• [GIVEN RECORDS]
+ + + + + + +

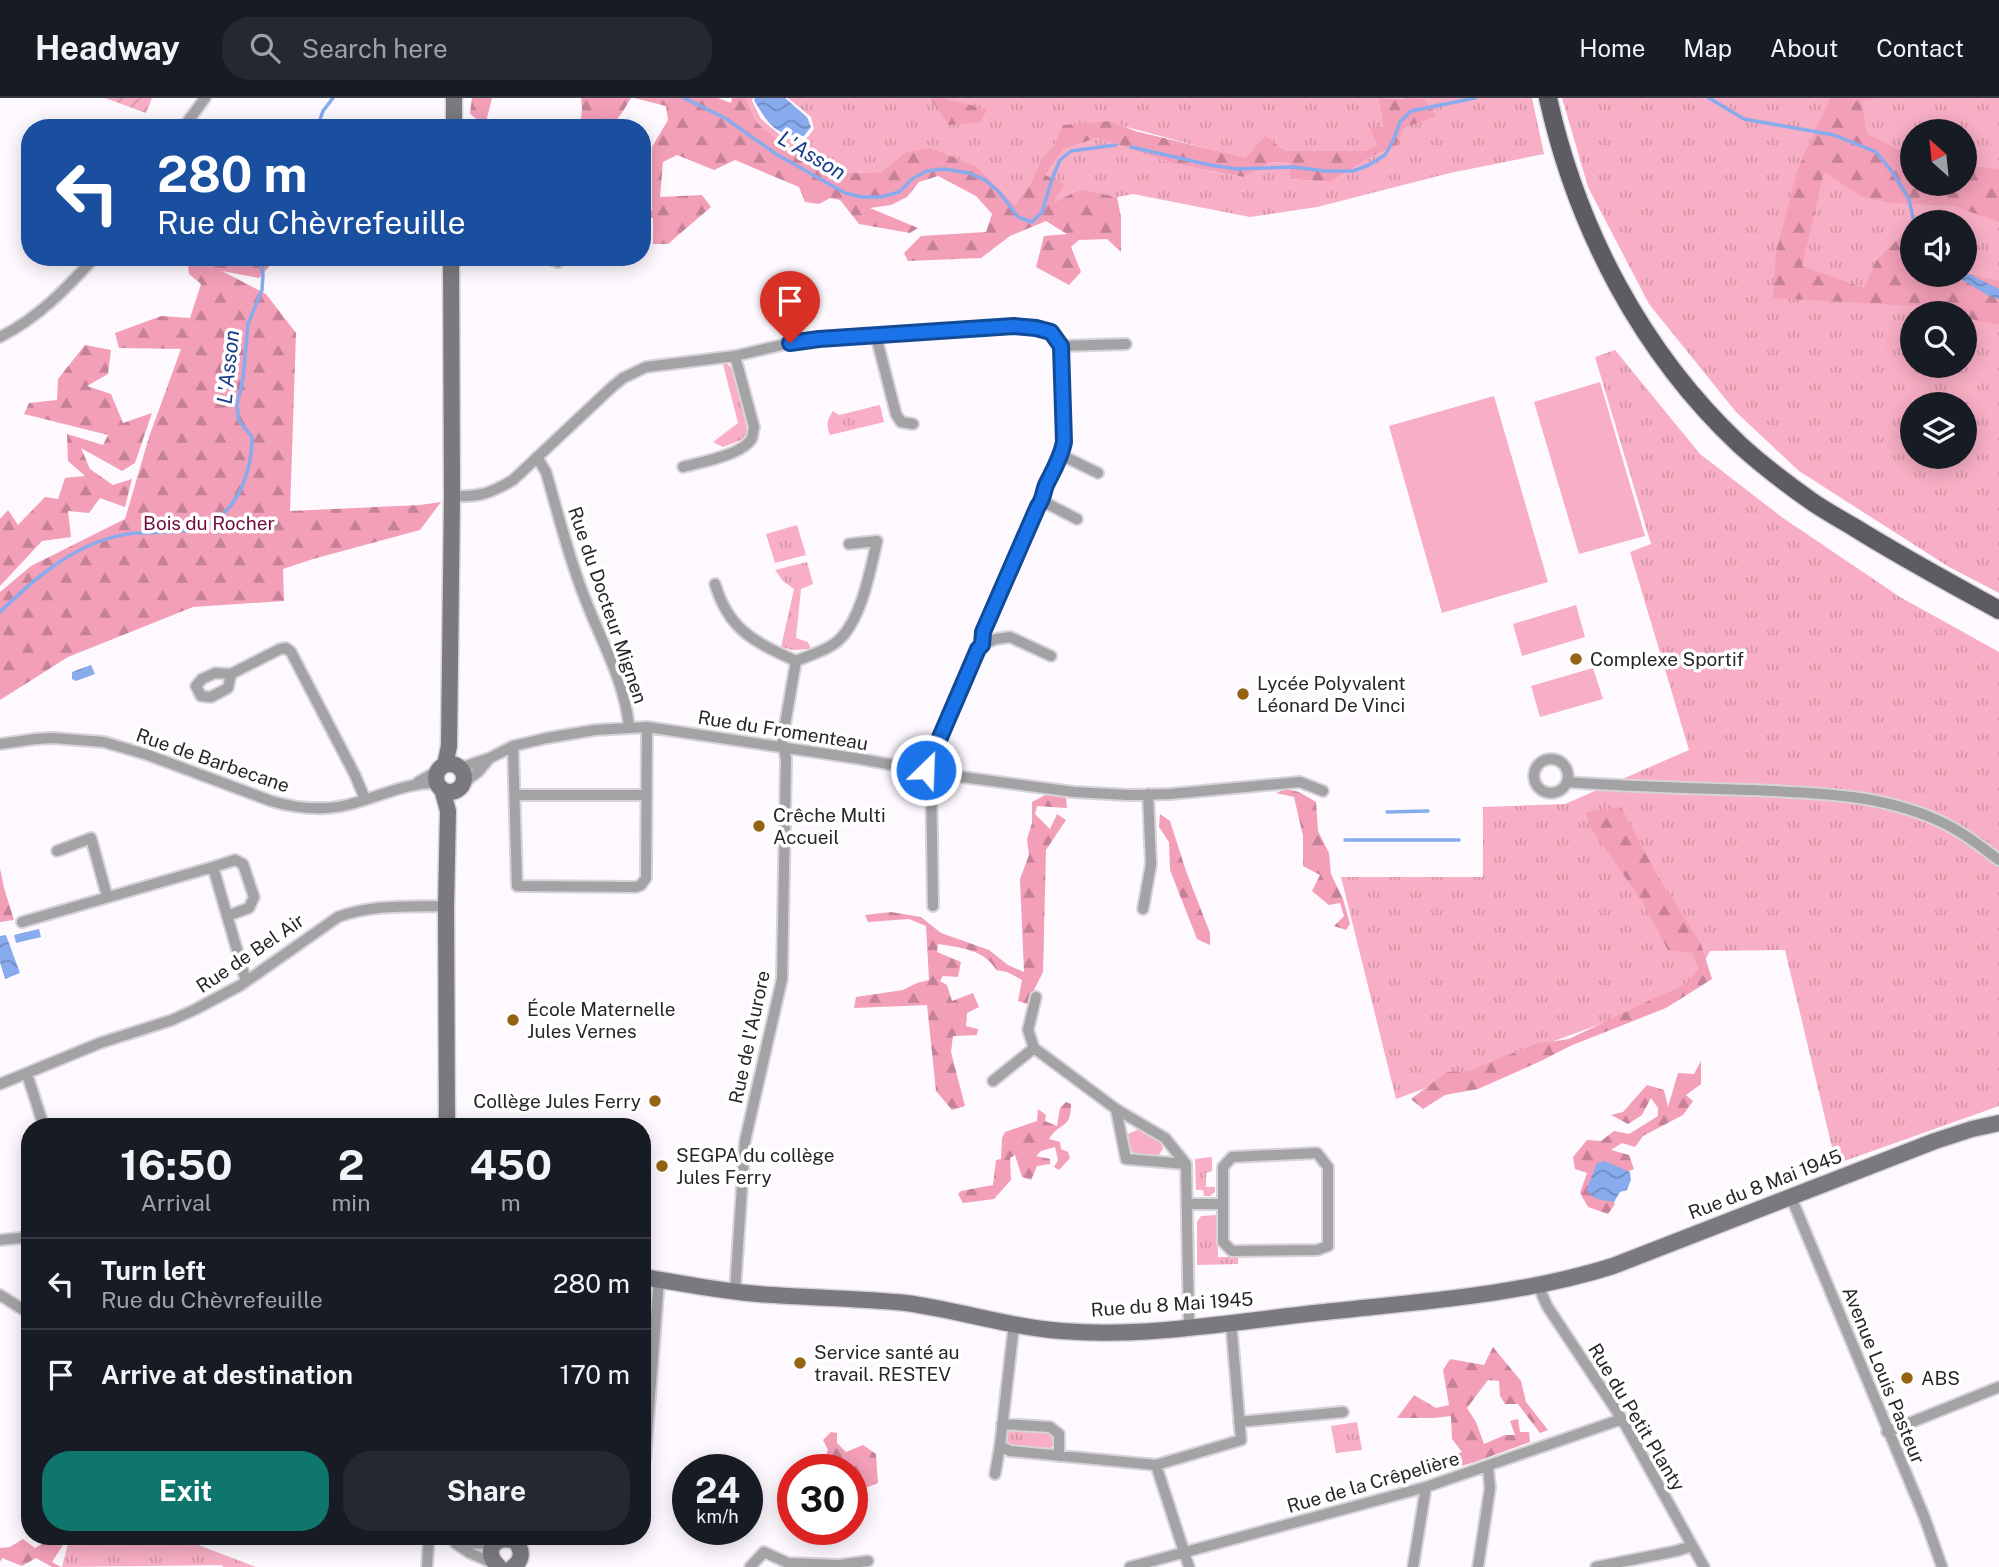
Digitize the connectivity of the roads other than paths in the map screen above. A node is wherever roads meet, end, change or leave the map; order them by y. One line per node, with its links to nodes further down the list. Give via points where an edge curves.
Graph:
1 (205, 98): 4 (street)
2 (454, 98): 5 (main road)
3 (1548, 98): 23 (main road, via 1581,208 1619,289 1675,375 1759,461 1813,502)
4 (190, 119)
5 (454, 119)
6 (87, 266): 9 (street, via 39,313)
7 (452, 266): 18 (main road)
8 (877, 336): 11 (street, via 1014,326 1051,332); 12 (street, via 804,341); 13 (street, via 896,414 901,422)
9 (0, 337)
10 (1126, 344): 11 (street)
11 (1061, 346): 15 (street)
12 (735, 356): 14 (street, via 639,370 612,387); 16 (street, via 753,437 730,453)
13 (913, 424)
14 (538, 456): 18 (street, via 498,489 482,495); 28 (street, Rue du Docteur Mignen, via 583,594 623,692)
15 (1061, 456): 17 (street); 19 (street)
16 (683, 467)
17 (1098, 473)
18 (452, 496): 34 (main road)
19 (1042, 501): 20 (street); 24 (street, via 1012,561)
20 (1077, 519)
21 (849, 544): 26 (street, via 877,541 866,592 839,640)
22 (715, 584): 26 (street, via 724,610 748,637)
23 (1999, 610)
24 (982, 645): 25 (street, via 1010,637); 33 (street)
25 (1051, 656)
26 (796, 662): 32 (street, Rue de l'Aurore)
27 (231, 674): 40 (street, via 280,649 291,652)
28 (629, 727): 29 (street, Rue du Fromenteau); 31 (street, Rue du Fromenteau)
29 (648, 727): 32 (street, Rue du Fromenteau); 39 (street)
30 (0, 744): 40 (street, Rue de Barbecane, via 35,738 104,742 288,806 329,807)
31 (513, 746): 34 (street, Rue du Fromenteau, via 490,758 478,772); 38 (street)
32 (783, 747): 33 (street, Rue du Fromenteau); 69 (street, Rue de l'Aurore, via 782,979 745,1141)
33 (928, 771): 37 (street, Rue du Fromenteau, via 1074,792); 46 (street)
34 (450, 777): 40 (street, Rue de Barbecane); 45 (main road)
35 (1568, 782): 42 (street, via 1824,793 1868,799 1938,820)
36 (1323, 791): 37 (street, Rue du Fromenteau, via 1300,782)
37 (1148, 794): 47 (street, via 1151,864)
38 (515, 795): 39 (street); 39 (street, via 517,886 629,888 646,878)
39 (646, 795)
40 (365, 799)
41 (57, 851): 44 (street, via 91,838)
42 (1999, 860)
43 (213, 867): 44 (street); 48 (street); 48 (street, via 235,860 243,864 254,897 249,908)
44 (107, 896): 49 (street)
45 (446, 906): 50 (street, Rue de Bel Air, via 381,907 338,917); 58 (main road)
46 (933, 906)
47 (1143, 909)
48 (227, 916): 50 (street)
49 (22, 922)
50 (246, 981): 53 (street, Rue de Bel Air, via 172,1020 100,1043)
51 (1036, 997): 52 (street, via 1028,1030)
52 (1034, 1048): 54 (street); 56 (street)
53 (27, 1074): 55 (street, Rue de Bel Air); 57 (street)
54 (993, 1081)
55 (0, 1084)
56 (1116, 1109): 60 (street, via 1165,1138); 60 (street, via 1126,1159)
57 (41, 1118)
58 (447, 1118)
59 (1999, 1123): 61 (main road, Rue du 8 Mai 1945, via 1935,1141)
60 (1186, 1164): 62 (street)
61 (1791, 1197): 68 (main road, Rue du 8 Mai 1945, via 1613,1266); 81 (street, Avenue Louis Pasteur)
62 (1187, 1204): 63 (street); 74 (street)
63 (1223, 1204): 63 (street, via 1223,1167 1232,1157 1317,1153 1328,1167 1328,1246 1317,1251 1232,1251 1223,1242)
64 (21, 1238): 65 (street)
65 (0, 1241)
66 (651, 1279): 67 (main road, Rue du 8 Mai 1945)
67 (659, 1280): 69 (main road, Rue du 8 Mai 1945); 75 (street)
68 (1542, 1285): 72 (main road, Rue du 8 Mai 1945); 78 (street, Rue du Petit Planty, via 1547,1306)
69 (735, 1291): 73 (main road, Rue du 8 Mai 1945, via 908,1304)
70 (0, 1295): 71 (street)
71 (21, 1308)
72 (1231, 1322): 74 (main road, Rue du 8 Mai 1945); 79 (street)
73 (1014, 1324): 74 (main road, Rue du 8 Mai 1945, via 1081,1332); 80 (street)
74 (1189, 1327)
75 (651, 1382)
76 (1999, 1387): 81 (street)
77 (1343, 1412): 79 (street)
78 (1622, 1419): 85 (street, Rue de la Crêpelière); 91 (street, Rue du Petit Planty)
79 (1240, 1422): 84 (street, via 1241,1440)
80 (1002, 1424): 82 (street); 83 (street, via 1050,1427 1059,1434)
81 (1887, 1432): 104 (street, Avenue Louis Pasteur)
82 (1000, 1446): 83 (street); 86 (street)
83 (1059, 1456): 84 (street)
84 (1156, 1465): 93 (street)
85 (1488, 1466): 87 (street, Rue de la Crêpelière); 101 (street, via 1490,1488)
86 (995, 1474)
87 (1426, 1487): 93 (street, Rue de la Crêpelière); 100 (street)
88 (428, 1545): 96 (street)
89 (458, 1545): 95 (street)
90 (479, 1545): 92 (street)
91 (1692, 1546): 102 (street); 103 (street, Rue du Petit Planty)
92 (514, 1550): 95 (main road, via 491,1550)
93 (1183, 1552): 98 (street, Rue de la Crêpelière); 99 (street)
94 (867, 1561): 97 (street, via 788,1563 764,1552)
95 (496, 1565)
96 (427, 1567)
97 (750, 1567)
98 (1130, 1567)
99 (1189, 1567)
100 (1413, 1567)
101 (1478, 1567)
102 (1596, 1567)
103 (1704, 1567)
104 (1942, 1567)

+ + + + + + +

• [TASK DETAILS]
Determine how many lines of the records contain the word "Crêpelière". Reply with the number by itself.

• [OUTPUT OF THE EXERCISE]
4